Bob Seger & The Last Heard singles chronology
|  | "East Side Story" (1966) | "Persecution Smith" (1966) |

= East Side Story (Bob Seger song) =

"East Side Story" is an early Bob Seger single. It was Seger's first single with his group The Last Heard, marking his departure from Doug Brown and the Omens and the beginning of his own career. The song reached #3 on the Detroit charts.

== History ==
Seger had originally written the song for a local Detroit band called the Underdogs, managed by Edward "Punch" Andrews along with Seger. Andrews was looking for a song for the Underdogs to follow up their successful "Man in the Glass", so Doug Brown and Seger each wrote a song.

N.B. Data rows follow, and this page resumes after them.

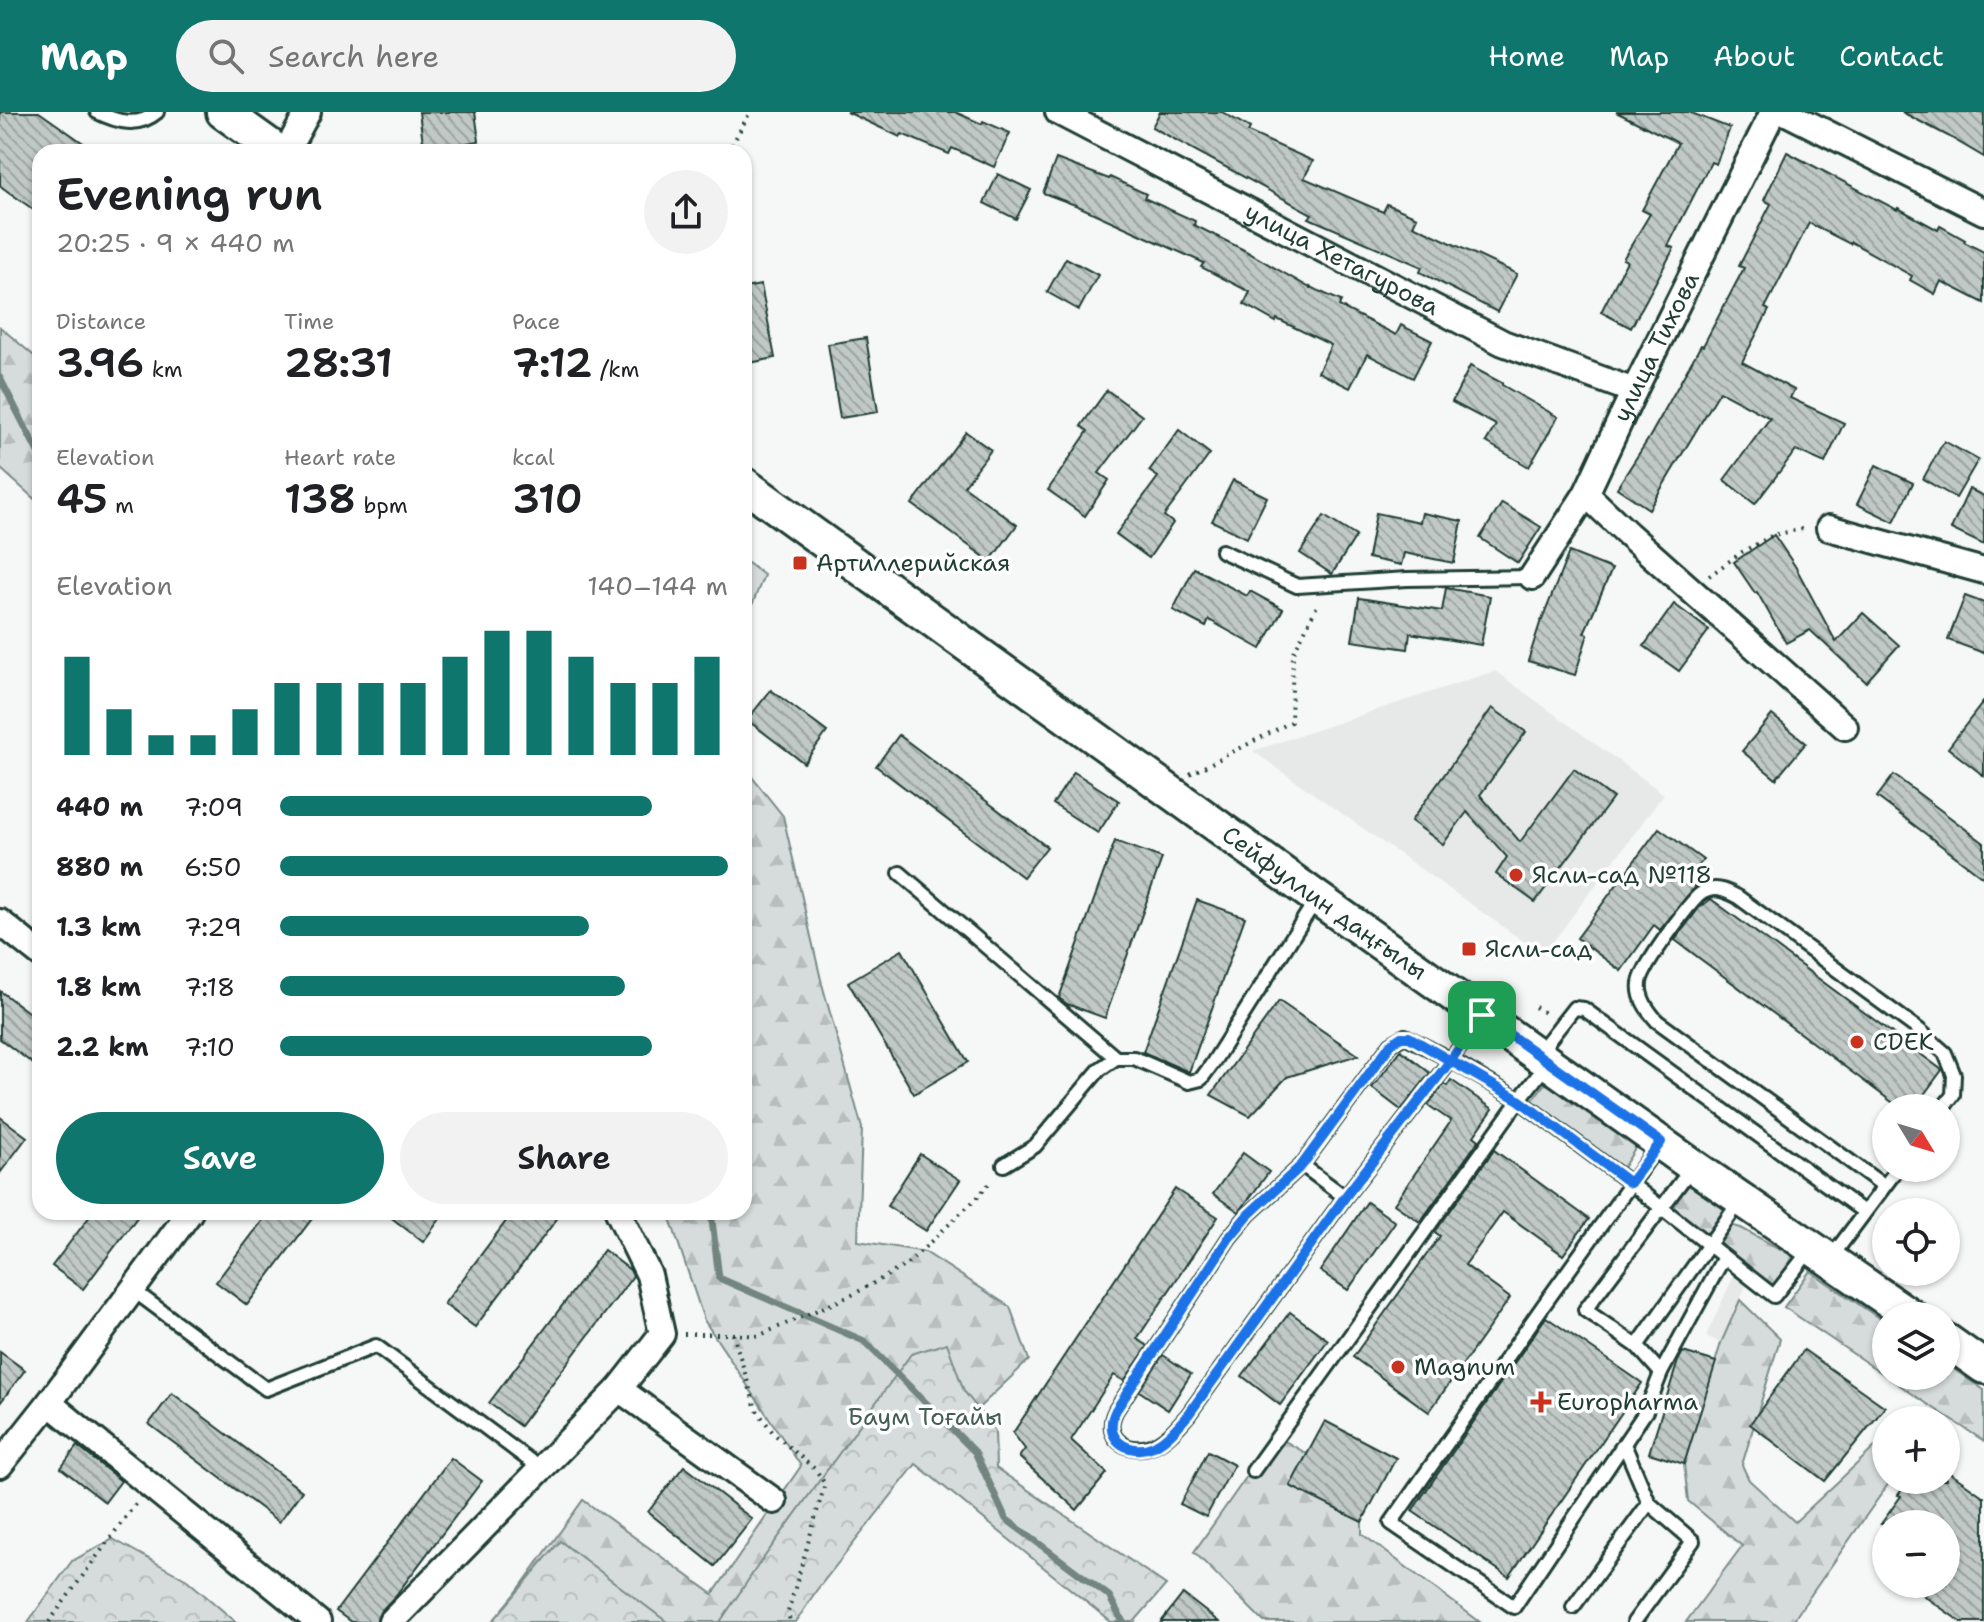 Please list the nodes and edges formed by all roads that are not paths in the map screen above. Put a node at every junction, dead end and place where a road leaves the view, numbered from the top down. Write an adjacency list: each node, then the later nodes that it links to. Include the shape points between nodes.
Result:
1 (97, 112): 2 (lane, via 136,122)
2 (157, 112)
3 (223, 112): 8 (main road)
4 (308, 112): 9 (street)
5 (1058, 112): 11 (street, улица Хетагурова, via 1503,343)
6 (1773, 112): 11 (street, улица Тихова)
7 (1785, 112): 10 (street)
8 (268, 144)
9 (290, 144)
10 (1984, 212)
11 (1634, 391): 13 (street, улица Тихова)
12 (752, 490): 20 (main road, Сейфуллин даңғылы)
13 (1586, 494): 17 (street, улица Тихова); 18 (street)
14 (1829, 528): 16 (street)
15 (1222, 551): 17 (lane, via 1297,586)
16 (1984, 571)
17 (1532, 577)
18 (1845, 727)
19 (900, 873): 24 (lane)
20 (1317, 898): 23 (main road, Сейфуллин даңғылы); 24 (lane, via 1201,1079 1189,1082 1134,1058)
21 (0, 922): 22 (street)
22 (32, 948)
23 (1482, 1015): 25 (main road, Сейфуллин даңғылы); 26 (lane)
24 (1116, 1058): 30 (lane, via 1100,1069 1035,1146)
25 (1544, 1058): 28 (lane); 29 (main road, Сейфуллин даңғылы); 41 (lane, via 1574,1008 1584,1009)
26 (1451, 1060): 28 (lane); 31 (lane, via 1409,1037 1395,1040); 38 (lane)
27 (1953, 1094): 33 (lane, via 1954,1075 1945,1053 1919,1030 1738,897 1711,889 1700,894 1640,979 1647,1010)
28 (1519, 1100): 36 (lane); 58 (lane)
29 (1661, 1142): 32 (main road, Сейфуллин даңғылы); 36 (lane)
30 (1004, 1165)
31 (1302, 1165): 38 (lane); 38 (lane, via 1229,1238 1116,1410 1111,1424 1118,1442 1143,1449 1167,1438)
32 (1693, 1166): 39 (main road, Сейфуллин даңғылы); 40 (lane)
33 (1872, 1177)
34 (1878, 1182): 37 (lane)
35 (1887, 1182): 37 (lane)
36 (1630, 1183): 40 (lane); 55 (lane, via 1391,1523 1514,1607)
37 (1884, 1186): 41 (lane)
38 (1345, 1197)
39 (1742, 1199): 44 (lane); 45 (main road, Сейфуллин даңғылы)
40 (1663, 1208): 44 (lane); 49 (lane, via 1585,1310)
41 (1864, 1212): 45 (lane)
42 (184, 1220): 47 (street)
43 (622, 1220): 53 (street, via 649,1275 662,1334)
44 (1709, 1245): 46 (lane); 49 (lane)
45 (1821, 1253): 46 (lane, via 1774,1296); 48 (main road, Сейфуллин даңғылы)
46 (1724, 1257): 52 (lane)
47 (133, 1290): 54 (street); 57 (lane, via 266,1389 376,1346)
48 (1891, 1302)
49 (1637, 1346): 52 (lane)
50 (1960, 1350): 51 (main road)
51 (1984, 1367)
52 (1661, 1373): 55 (lane, via 1646,1411)
53 (619, 1389): 57 (street); 59 (street)
54 (49, 1403): 56 (street); 62 (street)
55 (1624, 1444): 60 (lane)
56 (0, 1465)
57 (541, 1469): 63 (street)
58 (1253, 1471)
59 (774, 1501)
60 (1649, 1503): 61 (lane); 64 (lane, via 1693,1541)
61 (1573, 1607)
62 (318, 1622)
63 (391, 1622)
64 (1634, 1622) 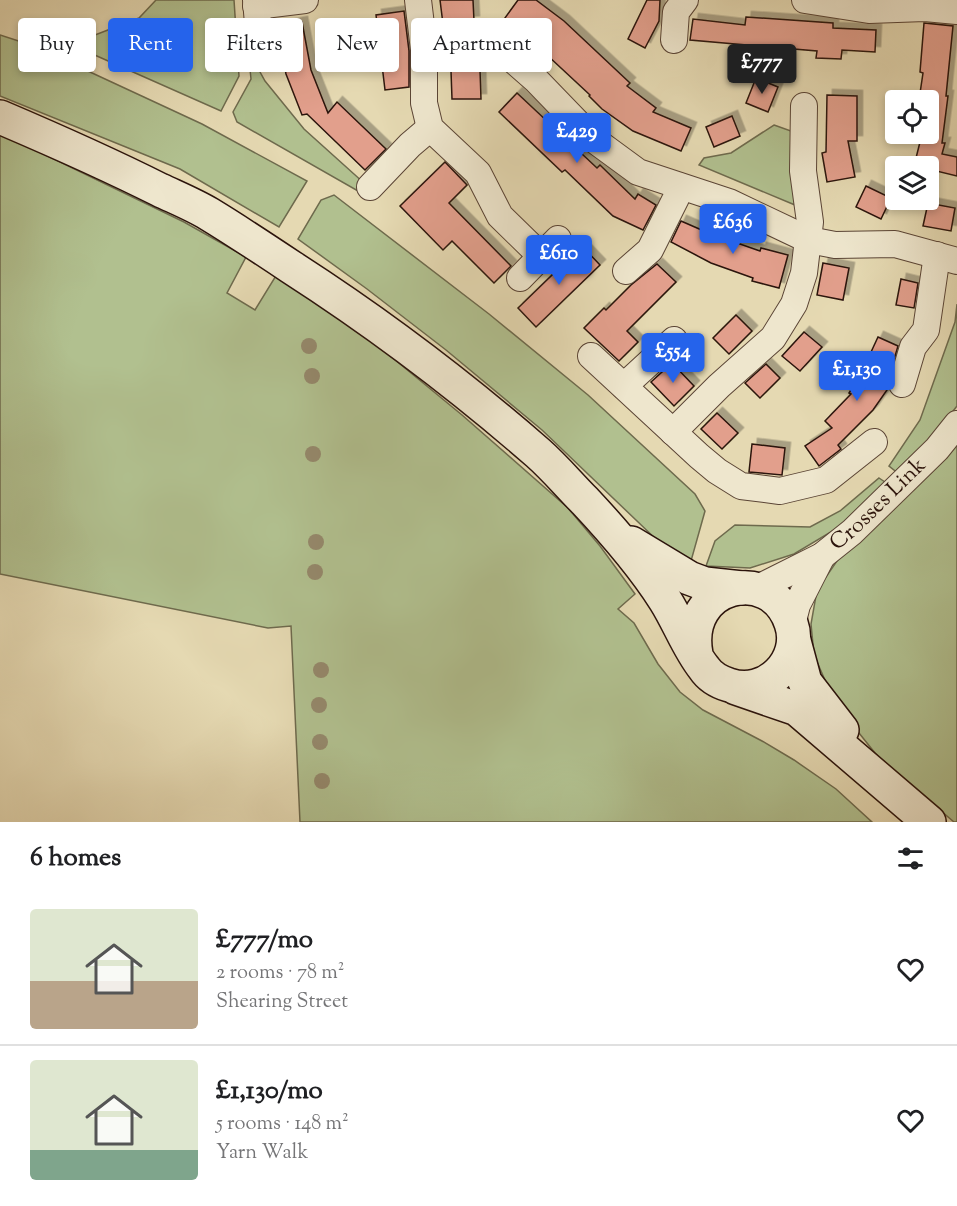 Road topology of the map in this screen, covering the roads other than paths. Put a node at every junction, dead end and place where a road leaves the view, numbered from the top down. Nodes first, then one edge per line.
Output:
1 (305, 0) edge
2 (418, 0) edge
3 (685, 0) edge
4 (805, 0) edge
5 (256, 3) edge
6 (957, 11) edge
7 (257, 18) edge
8 (420, 18) edge
9 (674, 40) dead end
10 (423, 72) edge
11 (527, 72) edge
12 (804, 105) dead end
13 (0, 117) edge
14 (430, 128) junction
15 (679, 186) junction
16 (370, 187) dead end
17 (808, 240) junction
18 (947, 258) edge
19 (626, 271) dead end
20 (520, 278) dead end
21 (674, 340) dead end
22 (591, 356) dead end
23 (902, 384) dead end
24 (624, 386) junction
25 (957, 424) edge
26 (673, 432) junction
27 (874, 442) dead end
28 (619, 536) junction
29 (822, 556) junction
30 (749, 589) junction
31 (793, 633) junction
32 (696, 654) junction
33 (733, 687) junction
34 (873, 773) junction
35 (930, 822) edge

1 - 5 street
2 - 8 street
3 - 9 street
4 - 6 street
5 - 7 street
10 - 14 street
11 - 15 street
12 - 17 street
13 - 28 main road
14 - 16 street
14 - 20 street
15 - 17 street
15 - 19 street
17 - 18 street
17 - 26 street
18 - 23 street
21 - 24 street
22 - 24 street
24 - 26 street
25 - 29 street, Crosses Link
26 - 27 street
28 - 30 main road
28 - 32 main road
29 - 30 street
29 - 31 street
30 - 31 main road
30 - 32 main road
31 - 33 main road
31 - 34 main road
32 - 33 main road
33 - 34 main road
34 - 35 main road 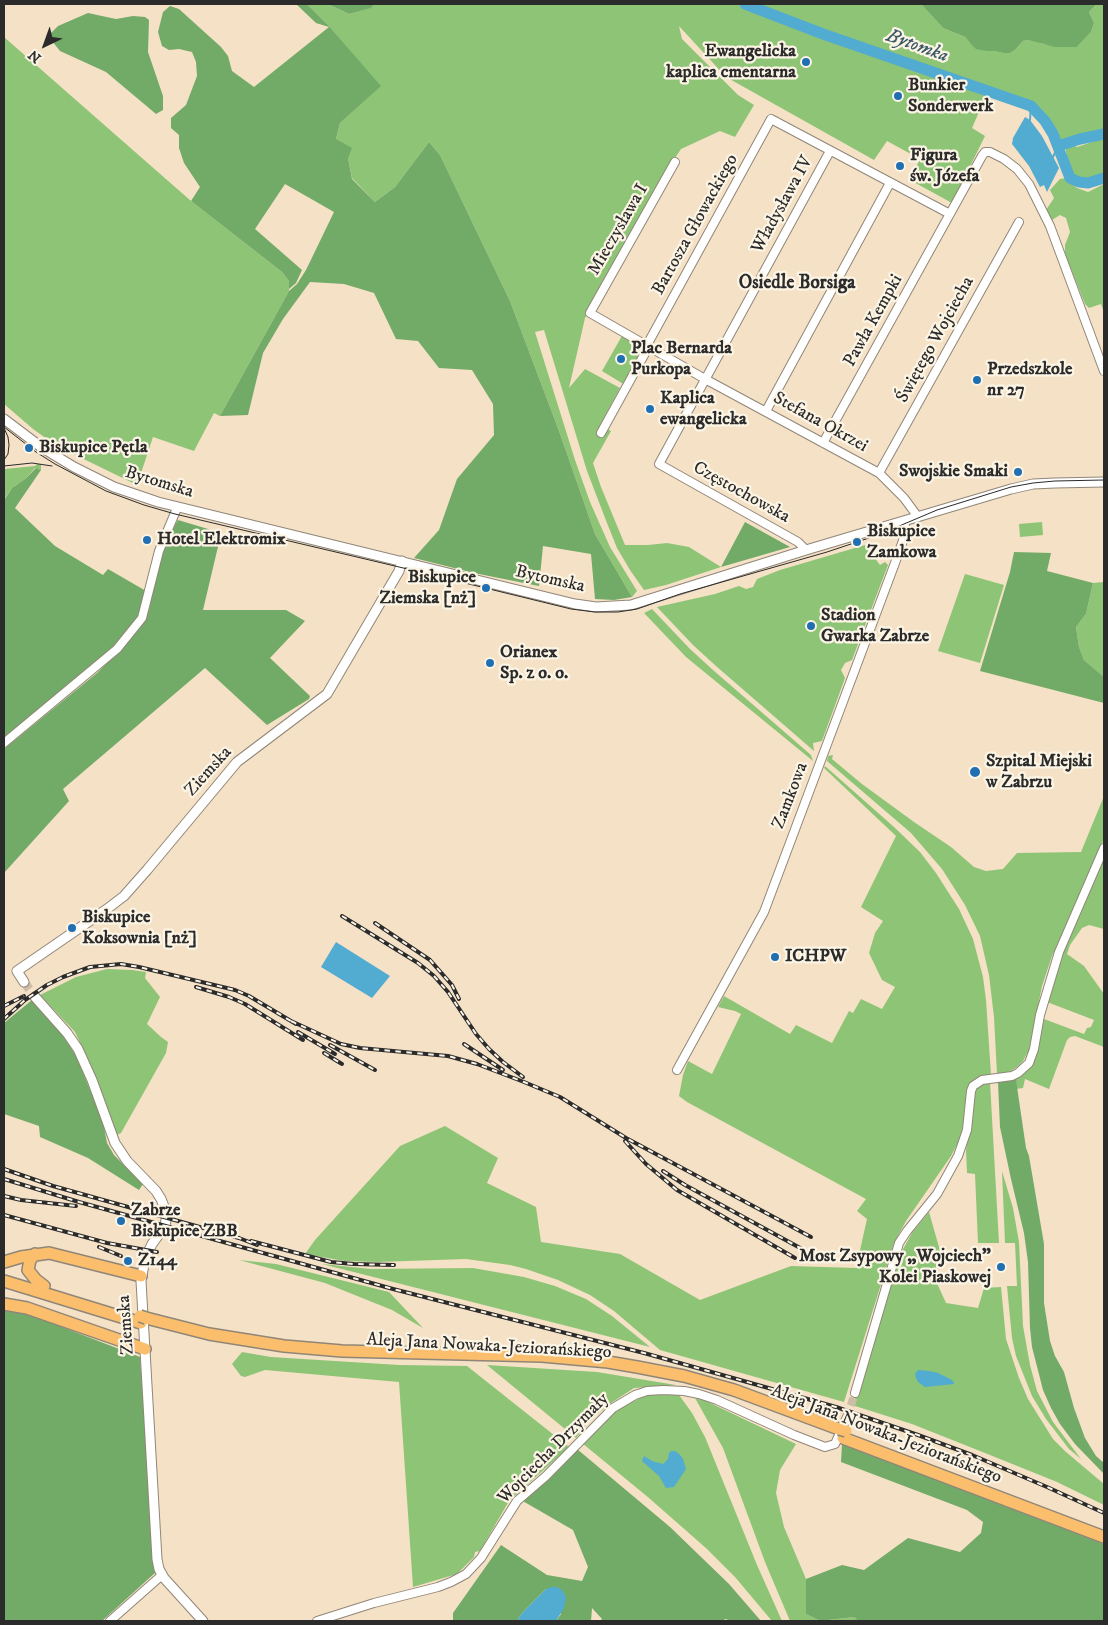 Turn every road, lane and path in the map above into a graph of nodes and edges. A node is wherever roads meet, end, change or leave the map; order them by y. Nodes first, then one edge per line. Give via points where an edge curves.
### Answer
1 (830, 150) junction
2 (675, 162) dead end
3 (890, 183) junction
4 (950, 214) junction
5 (1019, 222) dead end
6 (590, 313) joint
7 (648, 345) junction
8 (1104, 371) edge
9 (705, 378) junction
10 (766, 411) junction
11 (4, 418) edge
12 (601, 434) dead end
13 (823, 443) junction
14 (658, 464) joint
15 (879, 473) junction
16 (1104, 482) edge
17 (177, 508) junction
18 (918, 517) junction
19 (904, 521) junction
20 (806, 550) junction
21 (402, 561) junction
22 (4, 742) edge
23 (1104, 848) edge
24 (24, 982) dead end
25 (35, 997) tunnel mouth
26 (677, 1070) dead end
27 (35, 1254) junction
28 (4, 1262) edge
29 (4, 1274) edge
30 (141, 1276) junction
31 (4, 1281) edge
32 (44, 1286) junction
33 (4, 1304) edge
34 (144, 1320) junction
35 (146, 1349) junction
36 (855, 1392) tunnel mouth
37 (847, 1416) tunnel mouth
38 (841, 1433) junction
39 (1104, 1529) edge
40 (1104, 1537) edge
41 (162, 1575) junction
42 (110, 1621) edge
43 (203, 1621) edge
44 (317, 1621) edge

1 - 3 street
1 - 7 street, Bartosza Głowackiego via 771,119
1 - 9 street, Władysława IV
2 - 6 street, Mieczysława I
3 - 4 street
3 - 10 street
4 - 8 street, Pawła Kempki via 985,152 995,154 1017,169 1029,184 1050,226
4 - 13 street, Pawła Kempki
5 - 15 street, Świętego Wojciecha
6 - 7 street, Stefana Okrzei
7 - 9 street, Stefana Okrzei
7 - 12 street
9 - 10 street, Stefana Okrzei
9 - 14 street, Władysława IV
10 - 13 street, Stefana Okrzei
11 - 17 street, Bytomska via 41,447 92,477
13 - 15 street, Stefana Okrzei
14 - 20 street, Częstochowska via 798,542
15 - 18 street, Stefana Okrzei
16 - 18 street, Bytomska via 1022,486
17 - 21 street, Bytomska
17 - 22 street via 159,551 142,618 116,649
18 - 19 street, Bytomska
19 - 20 street, Bytomska
19 - 26 street, Zamkowa via 906,532 764,912
20 - 21 street, Bytomska via 631,605 612,607 575,604
21 - 24 street, Ziemska via 327,694 237,762 124,896 18,971
23 - 36 street via 1058,952 1029,1063 1012,1076 982,1080 973,1086 967,1130 958,1156 937,1194 899,1243
25 - 30 street, Ziemska via 78,1049 115,1143 127,1161 156,1191 166,1211 166,1222 144,1262
27 - 28 main road
27 - 30 main road via 50,1253
27 - 32 main road via 28,1270
29 - 32 main road, Aleja Jana Nowaka-Jeziorańskiego
30 - 35 street, Ziemska
31 - 34 main road, Aleja Jana Nowaka-Jeziorańskiego
32 - 34 main road, Aleja Jana Nowaka-Jeziorańskiego
33 - 35 main road via 27,1308
34 - 38 main road, Aleja Jana Nowaka-Jeziorańskiego via 300,1348 542,1356 628,1365 726,1387
35 - 41 street, Ziemska via 157,1559
37 - 44 street, Wojciecha Drzymały via 835,1444 825,1447 700,1394 663,1390 635,1395 608,1412 517,1501 481,1558 466,1574 438,1587
38 - 39 main road, Aleja Jana Nowaka-Jeziorańskiego
38 - 40 main road, Aleja Jana Nowaka-Jeziorańskiego
41 - 42 street
41 - 43 street, Ziemska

Seger recalls: "They liked what I wrote, which was 'East Side Story.' But they didn't like the way the Underdogs did it. So we recorded it ourselves, and then Doug and I went our own ways. I started my own band." Members of both the Omens and Seger's own Town Criers played on the studio version. The single, which cost $1,200 to make, sold 50,000 copies. Seger made his television debut performing this song on the show Swingin' Time, hosted by Robin Seymour.